Any problem requiring a valid ordering of tasks with dependencies (build systems, package managers, compilation order, task scheduling). When you need the ordering itself, not just cycle detection.

When NOT to use

When only cycle detection is needed (Course Schedule I is simpler). When the graph is undirected. When multiple valid orderings exist and you need a specific one (need deterministic tiebreaking).

Key Insights

What to Know Cold

Postorder = process node after ALL descendants are processed. This guarantees prerequisites appear earlier in the reversed list.
The reversal step is critical: postorder collects dependents before prerequisites, so reversing gives correct order.
Kahn's BFS alternative enqueues nodes with in-degree 0; as edges are removed, newly zero-in-degree nodes are enqueued. More intuitive for some.
Both DFS and Kahn's produce valid (though potentially different) topological orderings.
If cycle detected, the partial order array is invalid - return empty immediately.

1 example

Worked Examples

DFS postorder topological sort

4 courses, prerequisites [[1,0],[2,0],[3,1],[3,2]] - course 0 must be taken first.
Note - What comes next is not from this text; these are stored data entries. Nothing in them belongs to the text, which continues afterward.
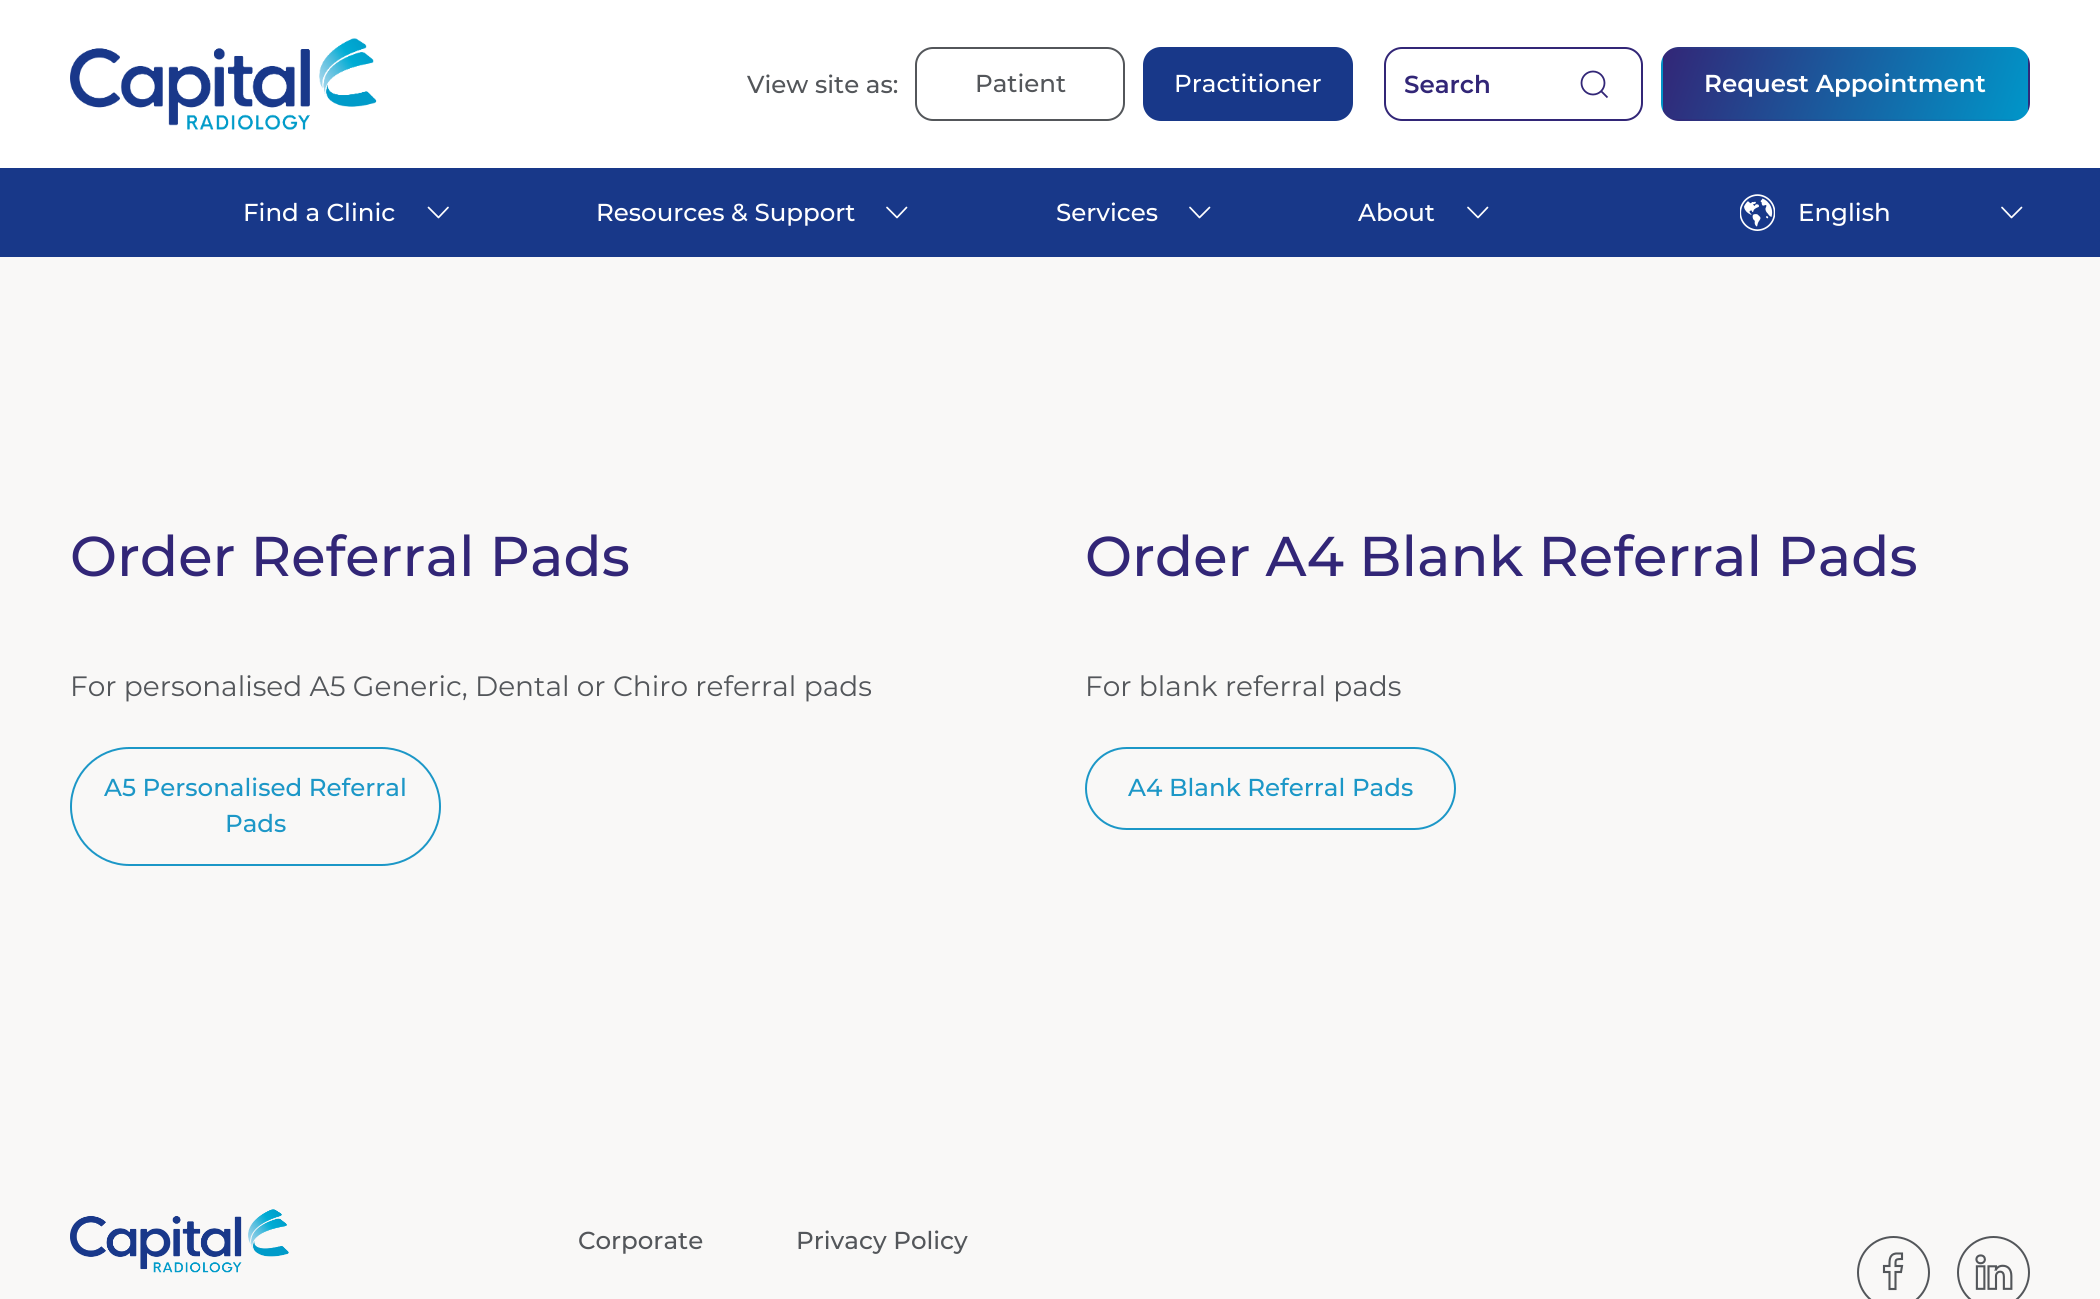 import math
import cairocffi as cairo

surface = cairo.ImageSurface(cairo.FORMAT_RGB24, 2100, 1299)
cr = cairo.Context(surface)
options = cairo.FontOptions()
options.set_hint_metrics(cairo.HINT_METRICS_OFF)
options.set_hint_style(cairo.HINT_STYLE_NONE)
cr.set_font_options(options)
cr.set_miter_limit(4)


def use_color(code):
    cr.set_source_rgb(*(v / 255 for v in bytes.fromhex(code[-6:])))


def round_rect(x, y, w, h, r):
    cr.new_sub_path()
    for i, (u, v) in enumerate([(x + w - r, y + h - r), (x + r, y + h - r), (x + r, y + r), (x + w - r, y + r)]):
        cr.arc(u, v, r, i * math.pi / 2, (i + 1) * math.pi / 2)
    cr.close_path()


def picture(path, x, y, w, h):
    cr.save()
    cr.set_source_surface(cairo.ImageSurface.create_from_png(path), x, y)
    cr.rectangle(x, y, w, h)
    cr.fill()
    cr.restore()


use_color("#ffffff")
cr.paint()
picture("img1.png", 70, 38, 307, 92)
cr.select_font_face("Montserrat Medium")
cr.set_font_size(24.5)
use_color("#53565a")
cr.move_to(747, 93)
cr.show_text("View site as:")
round_rect(916, 48, 208, 72, 17)
cr.stroke()
cr.move_to(975, 92)
cr.show_text("Patient")
use_color("#183889")
round_rect(1144, 48, 208, 72, 17)
cr.fill_preserve()
cr.stroke()
use_color("#ffffff")
cr.move_to(1174, 92)
cr.show_text("Practitioner")
round_rect(1385, 48, 257, 72, 17)
use_color("#322677")
cr.stroke()
cr.select_font_face("Montserrat SemiBold")
cr.move_to(1404, 93)
cr.show_text("Search")
cr.new_path()
cr.arc(1593, 83, 11.5, 0, 2 * math.pi)
cr.set_line_width(1.8)
cr.stroke()
cr.new_path()
cr.move_to(1601, 91)
cr.line_to(1607.5, 97.5)
cr.close_path()
cr.stroke()
cr.save()
round_rect(1661, 47, 369, 74, 18)
cr.clip()
gradient = cairo.LinearGradient(2018, 77, 1673, -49)
gradient.add_color_stop_rgba(0, 0, 0.588, 0.788, 1)
gradient.add_color_stop_rgba(1, 0.196, 0.149, 0.467, 1)
cr.set_source(gradient)
cr.rectangle(1663, 47, 365, 2)
cr.fill()
gradient = cairo.LinearGradient(1652, 147, 1307, 21)
gradient.add_color_stop_rgba(0, 0, 0.588, 0.788, 1)
gradient.add_color_stop_rgba(1, 0.196, 0.149, 0.467, 1)
cr.set_source(gradient)
cr.rectangle(1661, 49, 2, 70)
cr.fill()
gradient = cairo.LinearGradient(2018, 147, 1673, 21)
gradient.add_color_stop_rgba(0, 0, 0.588, 0.788, 1)
gradient.add_color_stop_rgba(1, 0.196, 0.149, 0.467, 1)
cr.set_source(gradient)
cr.rectangle(1663, 49, 365, 70)
cr.fill()
gradient = cairo.LinearGradient(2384, 147, 2038, 21)
gradient.add_color_stop_rgba(0, 0, 0.588, 0.788, 1)
gradient.add_color_stop_rgba(1, 0.196, 0.149, 0.467, 1)
cr.set_source(gradient)
cr.rectangle(2028, 49, 2, 70)
cr.fill()
gradient = cairo.LinearGradient(2018, 217, 1673, 91)
gradient.add_color_stop_rgba(0, 0, 0.588, 0.788, 1)
gradient.add_color_stop_rgba(1, 0.196, 0.149, 0.467, 1)
cr.set_source(gradient)
cr.rectangle(1663, 119, 365, 2)
cr.fill()
cr.restore()
use_color("#ffffff")
cr.move_to(1704, 92)
cr.show_text("Request Appointment")
use_color("#183889")
cr.rectangle(0, 168, 2100, 89)
cr.fill()
cr.select_font_face("Montserrat Medium")
use_color("#ffffff")
cr.move_to(243, 221)
cr.show_text("Find a Clinic")
cr.new_path()
cr.move_to(428.5, 207.5)
cr.line_to(438.5, 217.5)
cr.move_to(448, 207.5)
cr.line_to(438.5, 217.5)
cr.set_line_width(1.7)
cr.set_line_cap(cairo.LINE_CAP_ROUND)
cr.stroke()
cr.move_to(596, 221)
cr.show_text("Resources & Support")
cr.new_path()
cr.move_to(887, 207.5)
cr.line_to(897, 217.5)
cr.move_to(906.5, 207.5)
cr.line_to(897, 217.5)
cr.stroke()
cr.move_to(1056, 221)
cr.show_text("Services")
cr.new_path()
cr.move_to(1190, 207.5)
cr.line_to(1199.5, 217.5)
cr.move_to(1209.5, 207.5)
cr.line_to(1199.5, 217.5)
cr.stroke()
cr.move_to(1358, 221)
cr.show_text("About")
cr.new_path()
cr.move_to(1468, 207.5)
cr.line_to(1478, 217.5)
cr.move_to(1487.5, 207.5)
cr.line_to(1478, 217.5)
cr.stroke()
picture("img2.png", 1740, 194, 35, 37)
cr.move_to(1798, 221)
cr.show_text("English")
cr.new_path()
cr.move_to(2002, 207.5)
cr.line_to(2011.5, 217.5)
cr.move_to(2021.5, 207.5)
cr.line_to(2011.5, 217.5)
cr.stroke()
use_color("#f9f8f7")
cr.rectangle(0, 257, 2100, 1042)
cr.fill()
cr.set_font_size(56)
use_color("#322677")
cr.move_to(70, 576)
cr.show_text("Order Referral Pads")
cr.select_font_face("Montserrat")
cr.set_font_size(28)
use_color("#53565a")
cr.move_to(70, 696)
cr.show_text("For personalised A5 Generic, Dental or Chiro referral pads")
round_rect(71, 748, 369, 117, 58.5)
use_color("#1c97c7")
cr.set_line_width(2)
cr.set_line_cap(cairo.LINE_CAP_BUTT)
cr.stroke()
cr.select_font_face("Montserrat Medium")
cr.set_font_size(24.5)
cr.move_to(104, 796)
cr.show_text("A5 Personalised Referral")
cr.move_to(225, 832)
cr.show_text("Pads")
cr.set_font_size(56)
use_color("#322677")
cr.move_to(1085, 576)
cr.show_text("Order A4 Blank Referral Pads")
cr.select_font_face("Montserrat")
cr.set_font_size(28)
use_color("#53565a")
cr.move_to(1085, 696)
cr.show_text("For blank referral pads")
round_rect(1086, 748, 369, 81, 40.5)
use_color("#1c97c7")
cr.stroke()
cr.select_font_face("Montserrat Medium")
cr.set_font_size(24.5)
cr.move_to(1128, 796)
cr.show_text("A4 Blank Referral Pads")
picture("img3.png", 70, 1209, 219, 64)
use_color("#53565a")
cr.move_to(578, 1249)
cr.show_text("Corporate")
cr.move_to(796, 1249)
cr.show_text("Privacy Policy")
cr.new_path()
cr.arc(1893.5, 1272.5, 35.5, 0, 2 * math.pi)
cr.stroke()
cr.new_path()
cr.move_to(1895.5, 1272)
cr.line_to(1901, 1272)
cr.line_to(1902, 1266)
cr.line_to(1895.5, 1266)
cr.curve_to(1895.5, 1259.5, 1895, 1259, 1902, 1259)
cr.line_to(1902, 1253.5)
cr.line_to(1896, 1253.5)
cr.curve_to(1889, 1254.5, 1889.5, 1260.5, 1889.5, 1266)
cr.line_to(1884, 1266)
cr.line_to(1884, 1272)
cr.line_to(1889.5, 1272)
cr.line_to(1889.5, 1289)
cr.line_to(1895.5, 1289)
cr.close_path()
cr.set_line_width(2.1)
cr.stroke()
cr.arc(1993.5, 1272.5, 35.5, 0, 2 * math.pi)
cr.set_line_width(2)
cr.stroke()
picture("img4.png", 1975, 1254, 38, 36)
surface.write_to_png("result.png")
3-state DFS; append to order on state→2; reverse and return.

function findOrder(n: number, prereqs: number[][]): number[] {
    const graph: number[][] = Array.from({ length: n }, () => []);
    for (const [a, b] of prereqs) graph[b].push(a);
    const state = new Array(n).fill(0);
    const order: number[] = [];
    const dfs = (v: number): boolean => {
        if (state[v] === 1) return false; // cycle
        if (state[v] === 2) return true;
        state[v] = 1;
        for (const nb of graph[v]) if (!dfs(nb)) return false;
        state[v] = 2;
        order.push(v);
        return true;
    };
    for (let i = 0; i < n; i++) if (state[i] === 0 && !dfs(i)) return [];
    return order.reverse();
}

Output: [0, 2, 1, 3]

Topological sort is a fundamental graph algorithm. Interviewers expect you to know both DFS-postorder and Kahn's BFS variants and to explain why postorder reversal works.